What to do →
A verbatim transcript of the data that follows, free of images, is the expected result.

Working data →

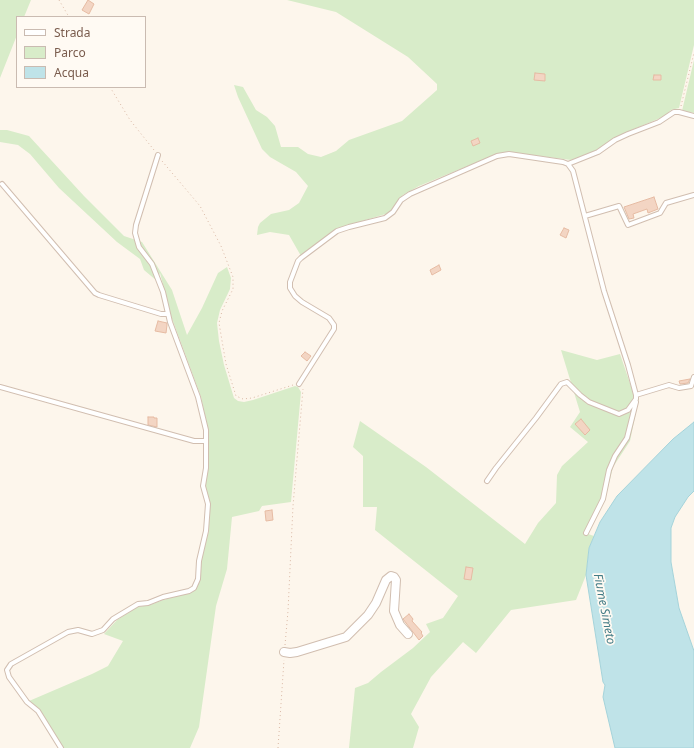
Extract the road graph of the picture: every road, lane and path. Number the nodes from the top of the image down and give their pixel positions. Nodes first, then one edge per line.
1 (59, 0) edge
2 (69, 16) edge
3 (694, 53) edge
4 (111, 88) edge
5 (679, 112) junction
6 (694, 116) edge
7 (158, 155) junction
8 (568, 164) junction
9 (2, 184) dead end
10 (694, 195) edge
11 (585, 216) junction
12 (168, 314) junction
13 (694, 377) edge
14 (299, 384) junction
15 (0, 387) edge
16 (636, 397) junction
17 (205, 441) junction
18 (487, 481) dead end
19 (586, 533) dead end
20 (408, 634) dead end
21 (284, 652) junction
22 (61, 748) edge
23 (278, 748) edge

1 - 2 path
3 - 5 path
4 - 7 path
5 - 6 lane
5 - 8 lane
7 - 12 lane
7 - 14 path
8 - 11 lane
8 - 14 lane
9 - 12 lane
10 - 11 lane
11 - 16 lane
12 - 17 lane
13 - 16 lane
14 - 21 path
15 - 17 lane
16 - 18 lane
16 - 19 lane
17 - 22 lane
20 - 21 street
21 - 23 path

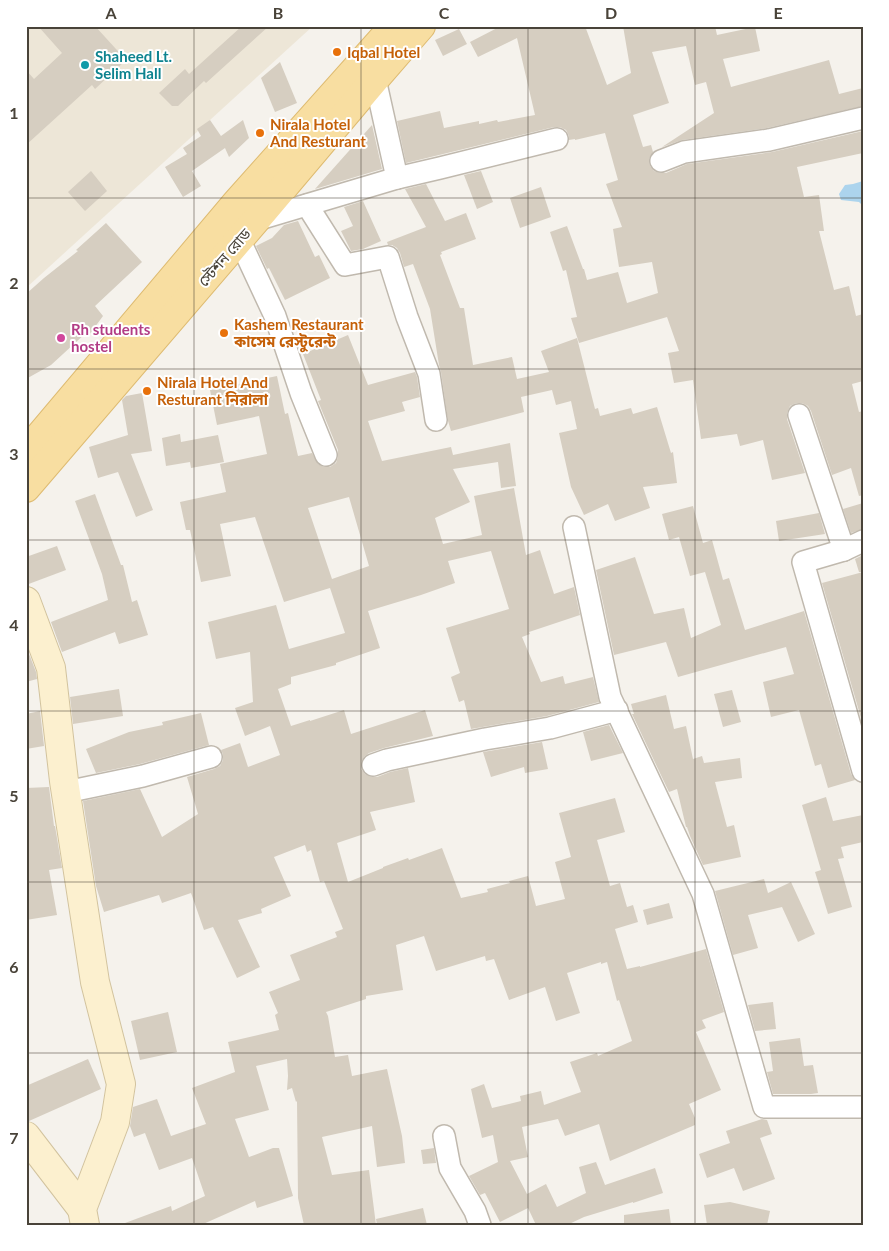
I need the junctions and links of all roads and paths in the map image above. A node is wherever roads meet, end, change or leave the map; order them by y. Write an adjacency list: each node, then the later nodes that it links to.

Expected output →
Extract the road graph of the picture: every road, lane and path. Number the nodes from the top of the image down and give their pixel positions. Nodes first, then one edge per line.
1 (59, 0) edge
2 (69, 16) edge
3 (694, 53) edge
4 (111, 88) edge
5 (679, 112) junction
6 (694, 116) edge
7 (158, 155) junction
8 (568, 164) junction
9 (2, 184) dead end
10 (694, 195) edge
11 (585, 216) junction
12 (168, 314) junction
13 (694, 377) edge
14 (299, 384) junction
15 (0, 387) edge
16 (636, 397) junction
17 (205, 441) junction
18 (487, 481) dead end
19 (586, 533) dead end
20 (408, 634) dead end
21 (284, 652) junction
22 (61, 748) edge
23 (278, 748) edge

1 - 2 path
3 - 5 path
4 - 7 path
5 - 6 lane
5 - 8 lane
7 - 12 lane
7 - 14 path
8 - 11 lane
8 - 14 lane
9 - 12 lane
10 - 11 lane
11 - 16 lane
12 - 17 lane
13 - 16 lane
14 - 21 path
15 - 17 lane
16 - 18 lane
16 - 19 lane
17 - 22 lane
20 - 21 street
21 - 23 path

I need the junctions and links of all roads and paths in the map image above. A node is wherever roads meet, end, change or leave the map; order them by y. Write an adjacency list: each node, then the later nodes that it links to.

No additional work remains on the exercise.